The clinical implications of the study include an identified need to improve GP education over several domains, primarily through implementing service models and interventions that provide access to experiential learning, mentorship and joint working with specialist palliative care providers. This may require a paradigm shift away from thinking of formal training as the best way to educate healthcare professionals, particularly in EoLC, which can be both personally difficult and clinically complex. Our findings suggest that formal education which is not supported and enhanced by real-life experience, resources and mentoring may be insufficient to bring about sustainable improvements in EoLC in primary care and a potential waste of resource. While this study was conducted in the UK, we suspect the need for experiential learning and mentorship in end of life care education is more widely applicable internationally. For example, we believe the standard education for physicians in the United States, the Education in Palliative and End-of-Life Care programme, does not currently use mentored real-life clinical situations to teach physicians in practice and in training how to provide EoLC. Further research is needed to adapt and evaluate service models and interventions to improve EoLC in primary care in local settings [46, 47] to identify best practice in GPs’ education and support. In the UK, Macmillan GP facilitators funded since 2011 could play an important role in supporting primary care staff and enhancing education.

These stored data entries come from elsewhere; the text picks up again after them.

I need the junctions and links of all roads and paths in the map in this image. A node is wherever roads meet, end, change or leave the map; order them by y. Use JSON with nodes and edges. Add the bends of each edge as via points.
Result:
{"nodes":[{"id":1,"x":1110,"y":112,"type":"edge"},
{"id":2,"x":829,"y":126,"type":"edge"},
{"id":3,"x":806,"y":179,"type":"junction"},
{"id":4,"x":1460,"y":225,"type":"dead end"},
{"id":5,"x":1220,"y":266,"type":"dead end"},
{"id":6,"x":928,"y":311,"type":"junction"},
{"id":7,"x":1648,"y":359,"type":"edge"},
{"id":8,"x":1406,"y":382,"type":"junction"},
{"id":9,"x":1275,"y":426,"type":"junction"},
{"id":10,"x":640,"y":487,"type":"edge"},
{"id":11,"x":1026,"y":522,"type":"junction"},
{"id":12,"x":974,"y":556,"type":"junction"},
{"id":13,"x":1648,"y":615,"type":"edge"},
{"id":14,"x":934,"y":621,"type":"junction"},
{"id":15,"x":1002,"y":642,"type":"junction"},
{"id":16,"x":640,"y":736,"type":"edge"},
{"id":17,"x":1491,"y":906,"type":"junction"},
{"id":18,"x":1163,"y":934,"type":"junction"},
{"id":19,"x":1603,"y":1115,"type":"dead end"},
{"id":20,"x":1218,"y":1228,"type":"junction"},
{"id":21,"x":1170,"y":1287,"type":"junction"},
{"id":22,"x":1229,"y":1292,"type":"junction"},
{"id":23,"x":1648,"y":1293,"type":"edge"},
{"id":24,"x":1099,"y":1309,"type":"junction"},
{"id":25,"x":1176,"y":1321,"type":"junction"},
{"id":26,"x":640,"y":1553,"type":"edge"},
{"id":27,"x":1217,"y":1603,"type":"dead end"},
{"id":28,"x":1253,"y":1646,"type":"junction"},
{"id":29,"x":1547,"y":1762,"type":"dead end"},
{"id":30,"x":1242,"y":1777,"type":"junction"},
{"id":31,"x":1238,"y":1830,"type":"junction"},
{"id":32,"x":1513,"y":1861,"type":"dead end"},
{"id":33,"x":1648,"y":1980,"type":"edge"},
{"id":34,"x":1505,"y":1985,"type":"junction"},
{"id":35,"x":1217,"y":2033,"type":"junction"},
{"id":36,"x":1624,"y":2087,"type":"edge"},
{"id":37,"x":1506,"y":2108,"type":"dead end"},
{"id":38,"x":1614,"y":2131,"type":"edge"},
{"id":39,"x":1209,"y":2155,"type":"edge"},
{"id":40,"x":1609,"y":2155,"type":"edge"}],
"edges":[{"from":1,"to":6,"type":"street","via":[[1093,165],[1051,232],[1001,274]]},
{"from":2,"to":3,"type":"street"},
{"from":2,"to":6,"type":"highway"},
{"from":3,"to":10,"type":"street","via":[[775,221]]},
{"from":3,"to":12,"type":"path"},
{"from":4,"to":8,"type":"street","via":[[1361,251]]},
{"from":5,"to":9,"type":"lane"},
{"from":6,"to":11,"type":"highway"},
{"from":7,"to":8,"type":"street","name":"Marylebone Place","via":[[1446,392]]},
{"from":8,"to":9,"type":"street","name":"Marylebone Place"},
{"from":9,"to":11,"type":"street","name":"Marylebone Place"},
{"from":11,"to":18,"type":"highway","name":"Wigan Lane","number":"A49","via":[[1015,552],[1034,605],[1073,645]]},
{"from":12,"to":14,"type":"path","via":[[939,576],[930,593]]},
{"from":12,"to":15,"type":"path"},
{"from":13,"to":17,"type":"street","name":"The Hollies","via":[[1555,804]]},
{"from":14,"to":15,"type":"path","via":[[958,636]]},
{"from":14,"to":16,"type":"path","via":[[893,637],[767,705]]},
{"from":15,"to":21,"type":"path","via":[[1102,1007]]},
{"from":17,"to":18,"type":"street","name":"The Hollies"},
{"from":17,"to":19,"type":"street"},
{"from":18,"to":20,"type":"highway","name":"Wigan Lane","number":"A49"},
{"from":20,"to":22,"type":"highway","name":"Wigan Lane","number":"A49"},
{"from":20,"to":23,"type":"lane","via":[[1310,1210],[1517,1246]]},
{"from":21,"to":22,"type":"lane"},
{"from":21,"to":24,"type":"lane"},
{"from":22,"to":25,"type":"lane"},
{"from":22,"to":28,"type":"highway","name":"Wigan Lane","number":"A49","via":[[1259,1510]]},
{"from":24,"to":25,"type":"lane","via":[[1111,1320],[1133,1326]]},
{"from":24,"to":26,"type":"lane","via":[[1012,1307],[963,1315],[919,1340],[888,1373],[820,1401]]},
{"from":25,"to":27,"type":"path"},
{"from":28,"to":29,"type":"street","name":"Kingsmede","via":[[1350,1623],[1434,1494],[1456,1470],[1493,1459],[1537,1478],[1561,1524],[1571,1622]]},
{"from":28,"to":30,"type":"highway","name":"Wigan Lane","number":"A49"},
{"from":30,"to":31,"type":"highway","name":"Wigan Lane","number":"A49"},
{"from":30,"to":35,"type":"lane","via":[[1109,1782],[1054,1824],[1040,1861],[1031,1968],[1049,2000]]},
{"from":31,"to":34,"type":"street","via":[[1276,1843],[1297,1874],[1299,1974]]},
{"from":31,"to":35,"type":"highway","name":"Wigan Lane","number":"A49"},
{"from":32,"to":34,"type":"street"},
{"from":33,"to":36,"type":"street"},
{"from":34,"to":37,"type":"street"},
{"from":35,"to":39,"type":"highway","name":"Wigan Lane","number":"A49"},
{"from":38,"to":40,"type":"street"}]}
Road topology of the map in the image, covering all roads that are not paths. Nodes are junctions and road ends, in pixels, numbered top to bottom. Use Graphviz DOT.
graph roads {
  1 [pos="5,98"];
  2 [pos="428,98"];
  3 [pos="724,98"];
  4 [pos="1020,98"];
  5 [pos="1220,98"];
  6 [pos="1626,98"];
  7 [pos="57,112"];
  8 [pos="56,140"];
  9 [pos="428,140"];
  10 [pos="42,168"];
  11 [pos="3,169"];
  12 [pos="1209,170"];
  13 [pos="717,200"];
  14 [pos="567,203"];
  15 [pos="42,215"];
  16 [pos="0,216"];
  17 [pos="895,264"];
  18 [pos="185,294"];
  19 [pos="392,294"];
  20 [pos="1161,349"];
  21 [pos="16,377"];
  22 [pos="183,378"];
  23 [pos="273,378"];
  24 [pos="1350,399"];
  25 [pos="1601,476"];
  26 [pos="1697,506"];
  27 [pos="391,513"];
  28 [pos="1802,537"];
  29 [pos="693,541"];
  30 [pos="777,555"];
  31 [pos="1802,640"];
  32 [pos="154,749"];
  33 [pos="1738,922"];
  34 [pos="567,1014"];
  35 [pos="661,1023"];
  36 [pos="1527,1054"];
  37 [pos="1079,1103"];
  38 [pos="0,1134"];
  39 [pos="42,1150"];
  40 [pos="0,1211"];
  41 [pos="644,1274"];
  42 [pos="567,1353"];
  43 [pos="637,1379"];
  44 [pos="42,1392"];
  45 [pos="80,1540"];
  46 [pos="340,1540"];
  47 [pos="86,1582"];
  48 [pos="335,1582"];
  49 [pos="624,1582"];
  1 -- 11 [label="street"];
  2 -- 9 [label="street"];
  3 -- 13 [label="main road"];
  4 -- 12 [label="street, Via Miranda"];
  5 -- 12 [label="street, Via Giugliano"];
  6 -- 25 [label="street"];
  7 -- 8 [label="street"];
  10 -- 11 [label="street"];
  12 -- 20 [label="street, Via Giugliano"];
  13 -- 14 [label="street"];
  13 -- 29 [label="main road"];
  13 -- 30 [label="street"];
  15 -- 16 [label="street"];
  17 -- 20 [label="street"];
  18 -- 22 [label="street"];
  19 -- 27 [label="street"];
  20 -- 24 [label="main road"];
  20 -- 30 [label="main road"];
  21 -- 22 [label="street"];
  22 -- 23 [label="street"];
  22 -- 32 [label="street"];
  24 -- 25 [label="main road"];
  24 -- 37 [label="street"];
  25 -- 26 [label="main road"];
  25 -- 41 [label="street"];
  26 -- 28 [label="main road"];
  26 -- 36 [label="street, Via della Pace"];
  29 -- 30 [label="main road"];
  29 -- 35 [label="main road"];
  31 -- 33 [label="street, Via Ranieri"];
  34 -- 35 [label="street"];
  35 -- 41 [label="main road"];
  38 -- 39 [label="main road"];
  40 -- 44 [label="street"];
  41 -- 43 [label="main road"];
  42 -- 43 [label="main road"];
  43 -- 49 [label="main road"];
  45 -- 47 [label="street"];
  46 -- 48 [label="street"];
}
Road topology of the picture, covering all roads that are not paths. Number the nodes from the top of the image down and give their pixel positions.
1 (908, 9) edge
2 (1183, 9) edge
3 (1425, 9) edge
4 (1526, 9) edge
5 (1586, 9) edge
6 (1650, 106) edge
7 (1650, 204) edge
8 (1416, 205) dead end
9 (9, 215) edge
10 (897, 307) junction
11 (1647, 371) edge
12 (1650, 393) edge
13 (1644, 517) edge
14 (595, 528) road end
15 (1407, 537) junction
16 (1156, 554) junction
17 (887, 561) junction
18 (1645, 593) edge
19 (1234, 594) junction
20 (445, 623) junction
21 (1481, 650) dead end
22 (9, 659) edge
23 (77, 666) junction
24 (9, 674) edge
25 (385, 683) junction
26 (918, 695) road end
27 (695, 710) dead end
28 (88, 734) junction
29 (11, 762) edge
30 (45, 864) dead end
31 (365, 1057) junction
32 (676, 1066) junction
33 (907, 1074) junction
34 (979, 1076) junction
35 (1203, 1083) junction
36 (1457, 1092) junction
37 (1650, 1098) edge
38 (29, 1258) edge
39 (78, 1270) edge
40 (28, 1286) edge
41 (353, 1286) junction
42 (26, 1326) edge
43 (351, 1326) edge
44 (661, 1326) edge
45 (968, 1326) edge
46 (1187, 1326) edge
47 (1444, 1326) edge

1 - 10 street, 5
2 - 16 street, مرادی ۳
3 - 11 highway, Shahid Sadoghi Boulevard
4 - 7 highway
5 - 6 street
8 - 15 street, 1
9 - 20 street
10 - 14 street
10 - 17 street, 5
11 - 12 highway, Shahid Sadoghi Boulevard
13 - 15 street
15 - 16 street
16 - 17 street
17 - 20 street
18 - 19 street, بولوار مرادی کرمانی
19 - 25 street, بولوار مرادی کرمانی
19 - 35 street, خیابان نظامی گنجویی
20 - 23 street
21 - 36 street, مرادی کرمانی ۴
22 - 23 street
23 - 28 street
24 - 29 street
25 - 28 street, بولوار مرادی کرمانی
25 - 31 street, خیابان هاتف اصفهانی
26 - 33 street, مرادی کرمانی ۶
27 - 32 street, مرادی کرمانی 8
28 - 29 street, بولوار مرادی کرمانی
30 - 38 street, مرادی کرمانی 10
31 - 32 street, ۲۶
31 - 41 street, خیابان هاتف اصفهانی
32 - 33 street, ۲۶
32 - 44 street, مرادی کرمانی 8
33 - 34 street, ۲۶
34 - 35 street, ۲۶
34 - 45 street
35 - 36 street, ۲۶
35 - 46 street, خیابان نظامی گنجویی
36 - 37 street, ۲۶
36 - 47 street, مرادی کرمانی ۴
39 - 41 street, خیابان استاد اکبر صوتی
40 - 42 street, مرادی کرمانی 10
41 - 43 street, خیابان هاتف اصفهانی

With the caveat that formal education must be implemented alongside systemic changes, this study also provides guidance for the formal education of GPs in EoLC. In the UK, the RCGP Palliative and End of Life Care Toolkit [48] to support GPs’ provision of EoLC could be enhanced to include a more comprehensive, searchable database of training available to GPs and associated evidence. A current interdisciplinary course (Transforming EoLC) that is run for a variety of EoLC providers [30] incorporates some of the topics identified here. The course is highly evaluated and further research into its effectiveness warranted [30]. However, four topics are not covered in the generic course: identifying and referring patients for palliative care; out-of-hours care; caring for patients with non-malignant conditions; and paediatric palliative care. These topics may be of specific relevance in developing stand-alone education on EoLC for GPs. It is essential that any education rolled out for GPs is evidence-based and evaluated for effectiveness.

Conclusions

GPs require education and support in EoLC, particularly the management of complex clinical care and counselling. GPs value mentoring, peer-support, and experiential learning alongside EoLC specialists over formal training. Findings from this study can help inform EoLC educational and support interventions for GPs and guide the evaluation of such interventions.